Police and CPS 'failing to protect British Jews from anti-Semitic crime'
Police and prosecutors have been accused of betraying British Jews by failing to crack down on anti-Semitic crime.
New research suggests suspected hate offences targeting Jewish victims surged for the third consecutive year in 2016, reaching the worst level on record.
But at the same time the number of charges fell "drastically" - with alleged perpetrators charged in fewer than a tenth of cases, campaigners say.
They also claim a "paltry" 15 cases were prosecuted last year.
The Crown Prosecution Service (CPS) said it does not recognise this figure.
Anti-Semitic crimes recorded by police forces around the UK increased by 14.9% in 2016, according to figures provided following Freedom of Information requests.
The total of 1,078 offences registered last year compared to 938 in 2015 and 746 in 2014.
Gideon Falter, chairman of the Campaign Against Antisemitism, which compiled the analysis, said: "The failure of police forces and the Crown Prosecution Service to protect British Jews is a betrayal.
"The solutions are simple, but whilst the right promises are being made, little has been implemented.
"The result is that British Jews continue to endure intolerable levels of hate crime.
"Britain has the political will to fight anti-Semitism and strong laws with which to do it, but those responsible for tackling the rapidly growing racist targeting of British Jews are failing to enforce the law.
"There is a very real danger of Jewish citizens emigrating, as has happened elsewhere in Europe unless there is radical change."
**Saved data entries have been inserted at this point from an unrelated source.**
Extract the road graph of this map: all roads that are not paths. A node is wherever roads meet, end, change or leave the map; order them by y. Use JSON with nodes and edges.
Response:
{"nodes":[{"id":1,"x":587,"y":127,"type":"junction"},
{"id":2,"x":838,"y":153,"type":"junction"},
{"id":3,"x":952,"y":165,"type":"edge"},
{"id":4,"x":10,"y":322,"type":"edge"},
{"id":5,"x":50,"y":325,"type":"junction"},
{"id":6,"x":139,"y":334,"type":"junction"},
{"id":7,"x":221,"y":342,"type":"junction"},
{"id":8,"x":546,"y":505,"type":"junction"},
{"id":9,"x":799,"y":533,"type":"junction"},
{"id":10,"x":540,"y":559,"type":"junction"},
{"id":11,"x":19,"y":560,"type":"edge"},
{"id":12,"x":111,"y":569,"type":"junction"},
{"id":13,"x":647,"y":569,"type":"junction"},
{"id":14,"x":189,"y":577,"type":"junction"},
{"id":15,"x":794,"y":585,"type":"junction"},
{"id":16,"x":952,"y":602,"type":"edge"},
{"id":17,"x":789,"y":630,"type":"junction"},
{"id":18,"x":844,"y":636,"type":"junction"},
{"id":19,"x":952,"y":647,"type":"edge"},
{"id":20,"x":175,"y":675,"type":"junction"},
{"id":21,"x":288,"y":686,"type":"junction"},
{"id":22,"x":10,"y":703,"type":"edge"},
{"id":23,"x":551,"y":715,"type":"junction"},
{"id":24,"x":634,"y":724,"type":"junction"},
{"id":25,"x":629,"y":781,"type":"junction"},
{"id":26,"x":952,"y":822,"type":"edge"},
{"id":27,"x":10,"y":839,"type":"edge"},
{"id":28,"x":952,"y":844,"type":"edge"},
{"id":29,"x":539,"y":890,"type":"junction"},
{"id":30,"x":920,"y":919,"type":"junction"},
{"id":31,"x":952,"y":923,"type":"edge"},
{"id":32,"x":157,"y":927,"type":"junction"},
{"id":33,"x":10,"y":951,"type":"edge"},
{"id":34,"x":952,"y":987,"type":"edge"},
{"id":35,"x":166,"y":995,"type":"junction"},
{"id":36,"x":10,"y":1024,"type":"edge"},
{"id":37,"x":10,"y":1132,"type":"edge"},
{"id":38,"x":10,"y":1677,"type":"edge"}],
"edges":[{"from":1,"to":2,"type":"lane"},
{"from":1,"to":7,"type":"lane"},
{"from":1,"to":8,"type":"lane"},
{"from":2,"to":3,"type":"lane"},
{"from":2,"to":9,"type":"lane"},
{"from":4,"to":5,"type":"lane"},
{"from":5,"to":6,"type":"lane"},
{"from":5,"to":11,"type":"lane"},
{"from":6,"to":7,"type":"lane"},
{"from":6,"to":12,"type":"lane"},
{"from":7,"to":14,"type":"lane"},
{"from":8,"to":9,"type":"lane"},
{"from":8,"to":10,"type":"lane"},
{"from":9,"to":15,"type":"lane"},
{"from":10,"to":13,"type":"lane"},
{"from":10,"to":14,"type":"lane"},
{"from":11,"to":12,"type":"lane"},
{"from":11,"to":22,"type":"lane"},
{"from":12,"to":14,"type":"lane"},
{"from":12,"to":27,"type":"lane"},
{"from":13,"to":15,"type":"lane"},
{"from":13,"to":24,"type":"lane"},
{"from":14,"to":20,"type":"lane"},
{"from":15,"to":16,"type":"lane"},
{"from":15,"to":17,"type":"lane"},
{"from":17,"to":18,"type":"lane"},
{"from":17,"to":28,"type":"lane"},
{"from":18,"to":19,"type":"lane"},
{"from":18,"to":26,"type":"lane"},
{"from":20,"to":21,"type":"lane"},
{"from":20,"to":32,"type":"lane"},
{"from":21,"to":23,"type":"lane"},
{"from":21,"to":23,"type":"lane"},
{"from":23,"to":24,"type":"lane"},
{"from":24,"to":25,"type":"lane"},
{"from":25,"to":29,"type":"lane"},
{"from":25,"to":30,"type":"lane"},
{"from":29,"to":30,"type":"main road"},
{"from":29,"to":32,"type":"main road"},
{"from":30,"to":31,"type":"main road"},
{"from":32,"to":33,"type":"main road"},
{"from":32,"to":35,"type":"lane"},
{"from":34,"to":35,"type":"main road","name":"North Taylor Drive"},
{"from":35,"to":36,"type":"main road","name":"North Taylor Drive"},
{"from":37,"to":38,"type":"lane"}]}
The campaign's report warned that a consistently elevated level of anti-Semitic crime has become the "new normality" for British Jews since the middle of 2014.
Forces recorded 105 violent offences against Jews in 2016 - which was down by 44% on the previous year, the assessment found.
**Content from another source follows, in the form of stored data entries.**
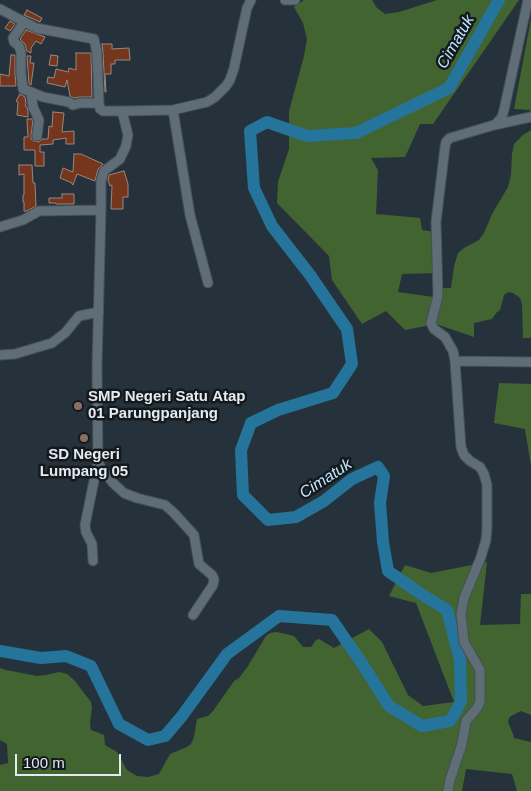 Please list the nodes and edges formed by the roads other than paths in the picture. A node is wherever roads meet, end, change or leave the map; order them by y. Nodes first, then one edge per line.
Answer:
1 (285, 0) edge
2 (295, 0) edge
3 (528, 0) edge
4 (249, 1) edge
5 (0, 9) edge
6 (24, 22) junction
7 (31, 92) junction
8 (99, 103) junction
9 (173, 110) junction
10 (122, 111) junction
11 (531, 118) edge
12 (494, 125) junction
13 (37, 136) dead end
14 (101, 210) junction
15 (0, 227) edge
16 (208, 283) dead end
17 (99, 312) junction
18 (0, 355) edge
19 (455, 361) junction
20 (531, 362) edge
21 (98, 461) junction
22 (93, 561) dead end
23 (193, 614) dead end
24 (448, 791) edge

1 - 2 street
3 - 12 street
4 - 9 street
5 - 6 street
6 - 7 street
6 - 8 street
7 - 8 street
7 - 13 street
8 - 10 street
9 - 10 street
9 - 16 street
10 - 14 street
11 - 12 street
12 - 19 street
14 - 15 street
14 - 17 street
17 - 18 street
17 - 21 street
19 - 20 street
19 - 24 street
21 - 22 street
21 - 23 street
It said 2016 saw the number of anti-Semitic crimes charged fall by 30.5%, with 89 resulting in charges being brought - or 8.3% of the total number of offences recorded.
The campaign said it had ascertained through a review of its own and other charities' data, as well as press reports, that 15 alleged anti-Semitic crimes were prosecuted in 2016.
The CPS said it is wrong to claim it does not take prosecuting anti-Semitic crime seriously.
A spokesman for the service said: "Last year we prosecuted more hate crimes than ever before - more than 15,000 cases.
"We do not recognise the statistics contained in this report.
"Religiously-aggravated hate crimes display an ugly element of society which can be devastating to victims who have been targeted because of their beliefs.
"We will always prosecute crimes against people of all faiths where there is sufficient evidence and it is in the public interest to do so."
The report recommends training and guidance on anti-Semitic hate crime for officers and prosecutors and called for police forces' responses to the offences to be examined by watchdogs.
Home Secretary Amber Rudd said: "Everyone in this country has the right to be safe from violence and persecution.
"We are working together to tackle anti-Semitic hate crime in all its forms and using the full force of the law to protect every person in the UK."
National policing lead for the issue Assistant Chief Constable Garry Shewan said: "Nobody should have to face violence because of who they are.
"The police service is committed to tackling all forms of intolerance and hate-motivated crime, but to do so we need all victims or witnesses to come forward and report these incidents to us.
"I want to reassure all communities that you will be listened to, taken seriously, and officers will do all they can to bring offenders to justice."